According to a press release, device-related factors and all-cause deaths represented categories that favored Amplatzer Amulet over Watchman.
Abbott has developed its Amplatzer Amulet left atrial appendage (LAA) occluder with dual-seal technology. It has a lobe or piece to fill the cavity of the LAA and a disc to close the opening into the LAA. The company said it is the first and only minimally invasive treatment option that offers immediate and complete closure of the LAA with double sealing. It reduces the risk of stroke and eliminates the need for blood-thinning medication.

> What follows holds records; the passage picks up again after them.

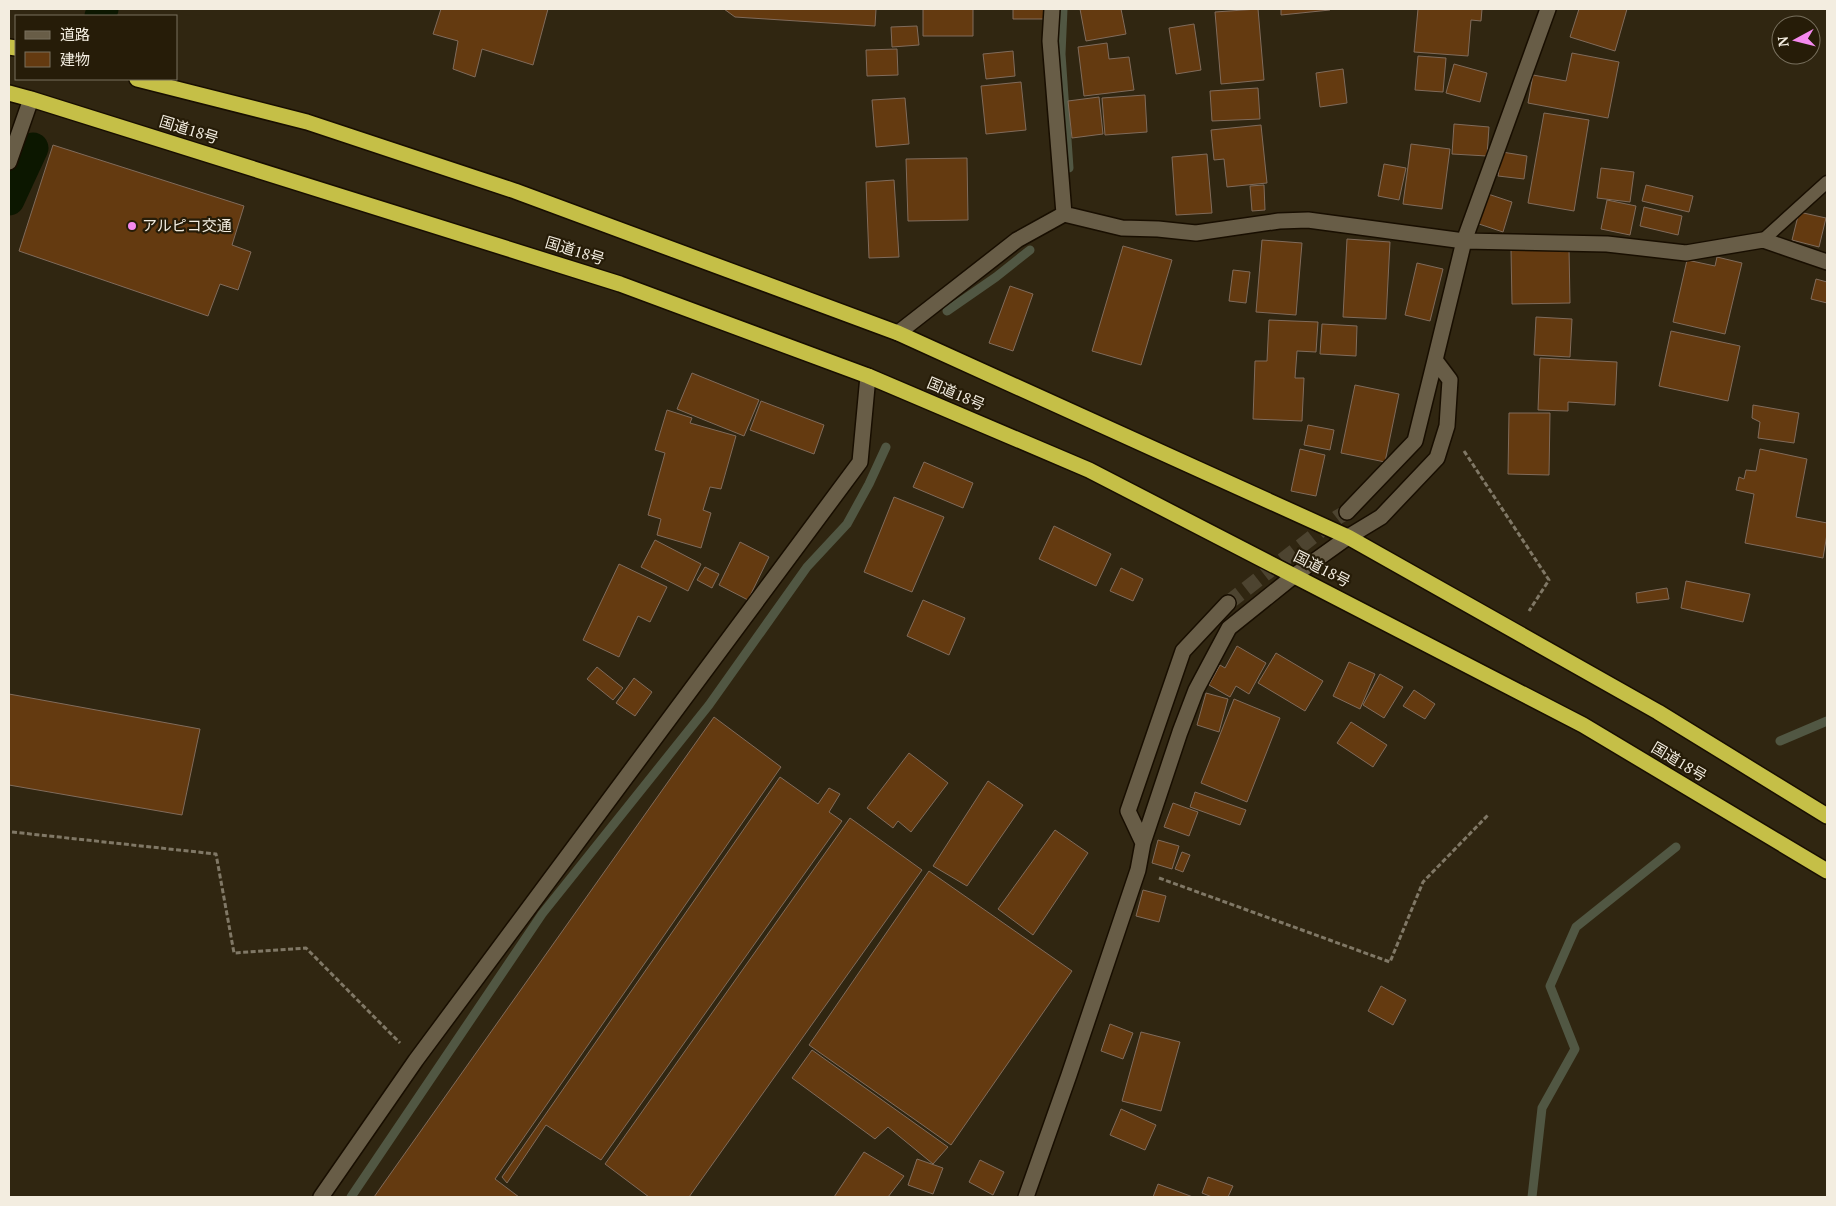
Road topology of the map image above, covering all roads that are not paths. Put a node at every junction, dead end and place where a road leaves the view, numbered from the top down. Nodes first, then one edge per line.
1 (1052, 9) edge
2 (1548, 9) edge
3 (140, 80) edge
4 (9, 93) edge
5 (31, 99) junction
6 (9, 162) edge
7 (1827, 182) edge
8 (1064, 214) junction
9 (1763, 240) junction
10 (1464, 241) junction
11 (1827, 262) edge
12 (898, 333) junction
13 (1435, 360) junction
14 (868, 376) junction
15 (1346, 512) tunnel mouth
16 (1348, 537) junction
17 (1295, 575) junction
18 (1228, 603) tunnel mouth
19 (1827, 816) edge
20 (1143, 843) junction
21 (1827, 871) edge
22 (320, 1197) edge
23 (1026, 1197) edge

1 - 8 street
2 - 10 street
3 - 12 highway, 国道18号
4 - 5 highway, 国道18号
5 - 6 street
5 - 14 highway, 国道18号
7 - 9 lane
8 - 10 street
8 - 12 street
9 - 10 street
9 - 11 street
10 - 13 street
12 - 16 highway, 国道18号
13 - 15 street
13 - 16 street
14 - 17 highway, 国道18号
14 - 22 street
16 - 17 street
16 - 19 highway, 国道18号
17 - 20 street
17 - 21 highway, 国道18号
18 - 20 street
20 - 23 street

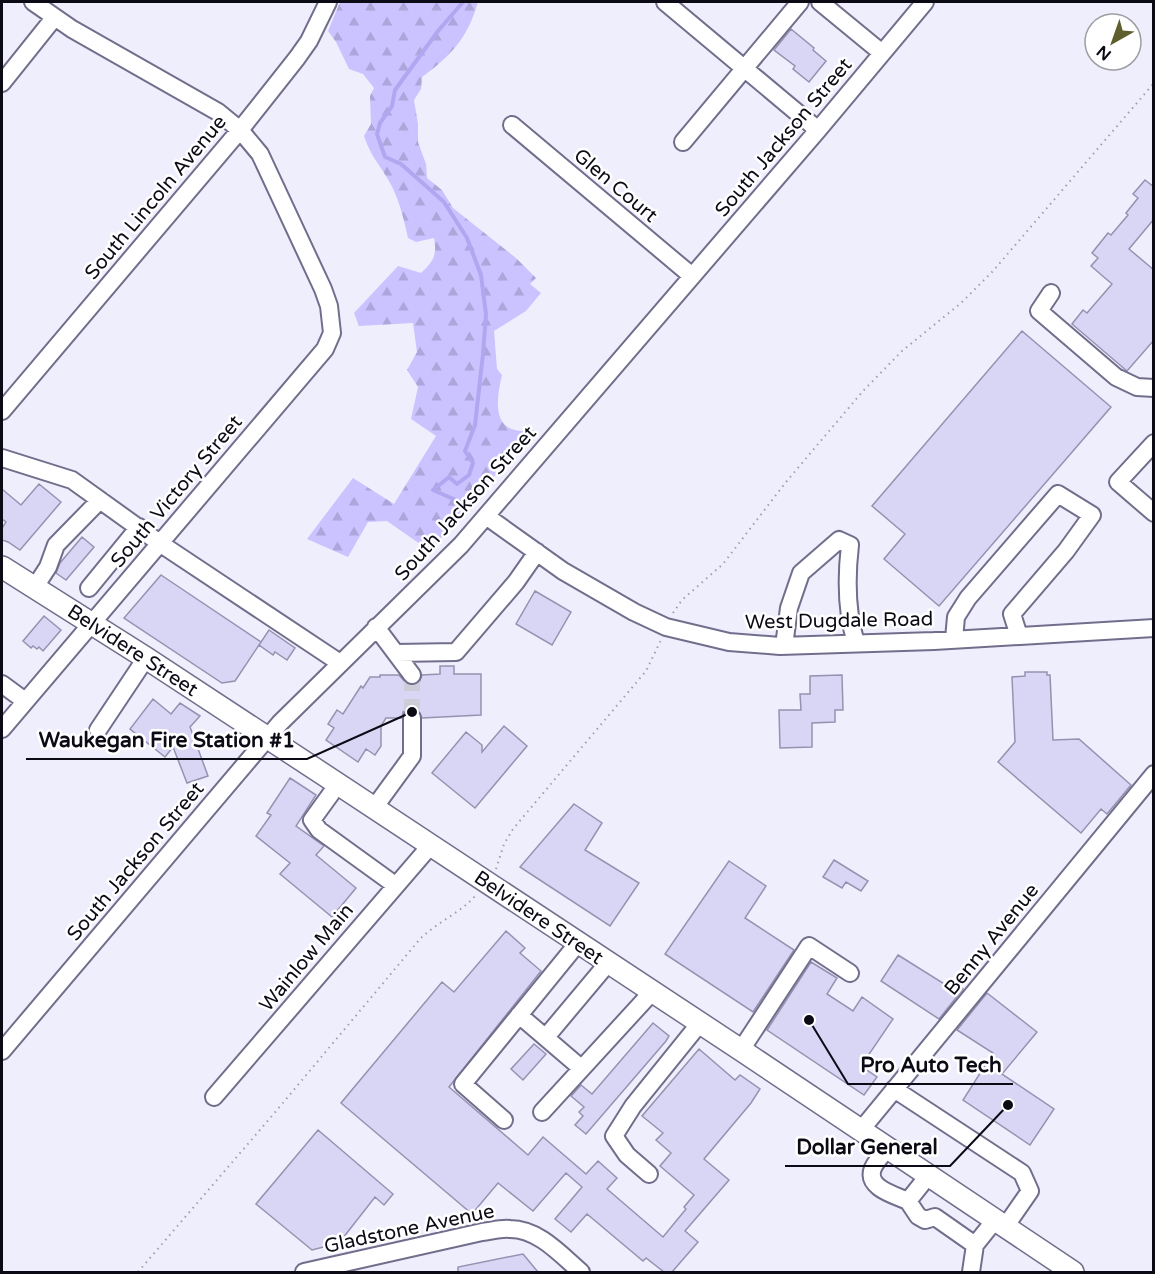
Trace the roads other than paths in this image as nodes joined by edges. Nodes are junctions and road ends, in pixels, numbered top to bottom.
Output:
1 (33, 2) edge
2 (328, 2) edge
3 (665, 2) edge
4 (800, 2) edge
5 (820, 2) edge
6 (926, 2) edge
7 (54, 18) junction
8 (882, 53) junction
9 (744, 68) junction
10 (2, 83) edge
11 (512, 125) dead end
12 (240, 130) junction
13 (818, 130) junction
14 (683, 142) dead end
15 (692, 276) junction
16 (1051, 293) dead end
17 (1154, 388) edge
18 (2, 411) edge
19 (1154, 443) edge
20 (2, 458) edge
21 (100, 500) junction
22 (1154, 513) edge
23 (486, 516) junction
24 (139, 527) junction
25 (161, 544) junction
26 (537, 552) junction
27 (2, 567) edge
28 (35, 587) junction
29 (89, 588) dead end
30 (91, 624) junction
31 (376, 627) junction
32 (1154, 628) edge
33 (1019, 636) junction
34 (954, 639) junction
35 (856, 643) junction
36 (784, 646) junction
37 (396, 653) junction
38 (146, 658) junction
39 (340, 663) junction
40 (412, 675) tunnel mouth
41 (2, 684) edge
42 (25, 701) junction
43 (412, 718) tunnel mouth
44 (2, 729) edge
45 (98, 730) dead end
46 (268, 738) junction
47 (1154, 774) edge
48 (338, 784) junction
49 (374, 808) junction
50 (431, 845) junction
51 (395, 885) junction
52 (578, 943) junction
53 (608, 963) junction
54 (850, 973) dead end
55 (652, 992) junction
56 (519, 1016) junction
57 (700, 1023) junction
58 (546, 1038) junction
59 (741, 1050) junction
60 (2, 1051) edge
61 (581, 1068) junction
62 (894, 1089) junction
63 (214, 1097) dead end
64 (542, 1112) dead end
65 (504, 1120) dead end
66 (861, 1130) junction
67 (888, 1148) junction
68 (649, 1174) dead end
69 (928, 1176) junction
70 (964, 1199) junction
71 (908, 1201) junction
72 (946, 1223) junction
73 (1000, 1224) junction
74 (975, 1245) junction
75 (304, 1272) edge
76 (581, 1272) edge
77 (970, 1272) edge
78 (1072, 1272) edge

1 - 7 street, South Victory Street
2 - 12 street, South Lincoln Avenue
3 - 9 street
4 - 9 street
5 - 8 street
6 - 8 street, South Jackson Street
7 - 10 street
7 - 12 street, South Victory Street
8 - 13 street, South Jackson Street
9 - 13 street
9 - 14 street
11 - 15 street, Glen Court
12 - 18 street, South Lincoln Avenue
12 - 25 street, South Victory Street
13 - 15 street, South Jackson Street
15 - 23 street, South Jackson Street
16 - 17 street
19 - 22 street
20 - 21 street
21 - 24 street
21 - 28 street
23 - 26 street, West Dugdale Road
23 - 31 street, South Jackson Street
24 - 25 street
24 - 29 street
25 - 30 street, South Victory Street
25 - 39 street
26 - 36 street, West Dugdale Road
26 - 37 street
27 - 28 main road, Belvidere Street
28 - 30 main road, Belvidere Street
30 - 38 main road, Belvidere Street
30 - 42 street, South Victory Street
31 - 37 street
31 - 39 street, South Jackson Street
32 - 33 street, West Dugdale Road
33 - 34 street, West Dugdale Road
33 - 34 street
34 - 35 street, West Dugdale Road
35 - 36 street, West Dugdale Road
35 - 36 street
37 - 40 street
38 - 45 street
38 - 46 main road, Belvidere Street
39 - 46 street, South Jackson Street
41 - 42 street
42 - 44 street, South Victory Street
43 - 49 street
46 - 48 main road, Belvidere Street
46 - 60 street, South Jackson Street
47 - 62 street, Benny Avenue
48 - 49 main road, Belvidere Street
48 - 51 street
49 - 50 main road, Belvidere Street
50 - 51 street, Wainlow Main
50 - 52 main road, Belvidere Street
51 - 63 street, Wainlow Main
52 - 53 main road, Belvidere Street
52 - 56 street
53 - 55 main road, Belvidere Street
53 - 58 street
54 - 59 street
55 - 57 main road, Belvidere Street
55 - 61 street
56 - 58 street
56 - 65 street
57 - 59 main road, Belvidere Street
57 - 68 street
58 - 61 street
59 - 66 main road, Belvidere Street
61 - 64 street
62 - 66 street, Benny Avenue
62 - 73 street
66 - 67 main road, Belvidere Street
67 - 69 main road, Belvidere Street
67 - 71 street
69 - 70 main road, Belvidere Street
69 - 71 street
70 - 72 street
70 - 73 main road, Belvidere Street
71 - 72 street
72 - 74 street
73 - 74 street
73 - 78 main road, Belvidere Street
74 - 77 street
75 - 76 street, Gladstone Avenue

The prospective, international, multi-center Amulet IDE study is the largest randomized LAA occlusion study to date, Abbott said. It included more than 1,800 patients.
Abbott reported three-year results showing that patients with Watchman were more likely to have had device-related thrombosis or device leaks before stroke compared to patients with Amulet. In addition, the company said that cardiovascular and all-cause death trends were higher for the Watchman device than for the Amulet device.
Data from last year’s TCT showed that Boston Scientific’s next-generation stroke prevention device Watchman FLX outperformed the Amulet device. The results of the single-center, retrospective SEAL FLX study with 300 Danish patients showed that Watchman FLX was superior in the areas of LAA occlusion and peri-device leakage.
More amulet data
Abbott also presented data from its PREDICT-LAA study. The prospective, multi-center, randomized, controlled study evaluated the planning process of Amplatzer’s amulet procedures.
The study looked at the use of cardiac computed tomography-based computational models – high-resolution heart scans created by FEops HEARTguide. It was evaluated whether these scans help in planning Amplatzer amulet procedures.
Results demonstrated improved procedural efficiency and safety outcomes associated with HEARTguide planning.
Abbott TriClip works well
Abbott presented initial results from the pivotal TRILUMINATE study at TCT 2022. It is the company’s first randomized, controlled study evaluating the safety and efficacy of TEER with TriClip. The study evaluated 700 patients with severe tricuspid regurgitation (TR). Patients spanned the US, Canada and Europe.
The 30-day roll-in cohort results showed a high implantation success rate of 99%. The study also observed a TR reduction of at least one level in 91% of patients. In addition, 74% of patients achieved moderate or less residual TR.
The patients achieved an improvement of approximately 17 points in the KCCQ score. The 30 percent improvement from baseline indicates a “significant improvement” in quality of life.
There’s more to come
Abbott will present data from its CONFIDENCE registry on Sunday. The international, prospective field study evaluates the safety and effectiveness of Portico TAVI (transcatheter aortic valve implantation).
The study used the first generation Portico delivery system in 501 patients and the second generation FlexNav system in 500 patients.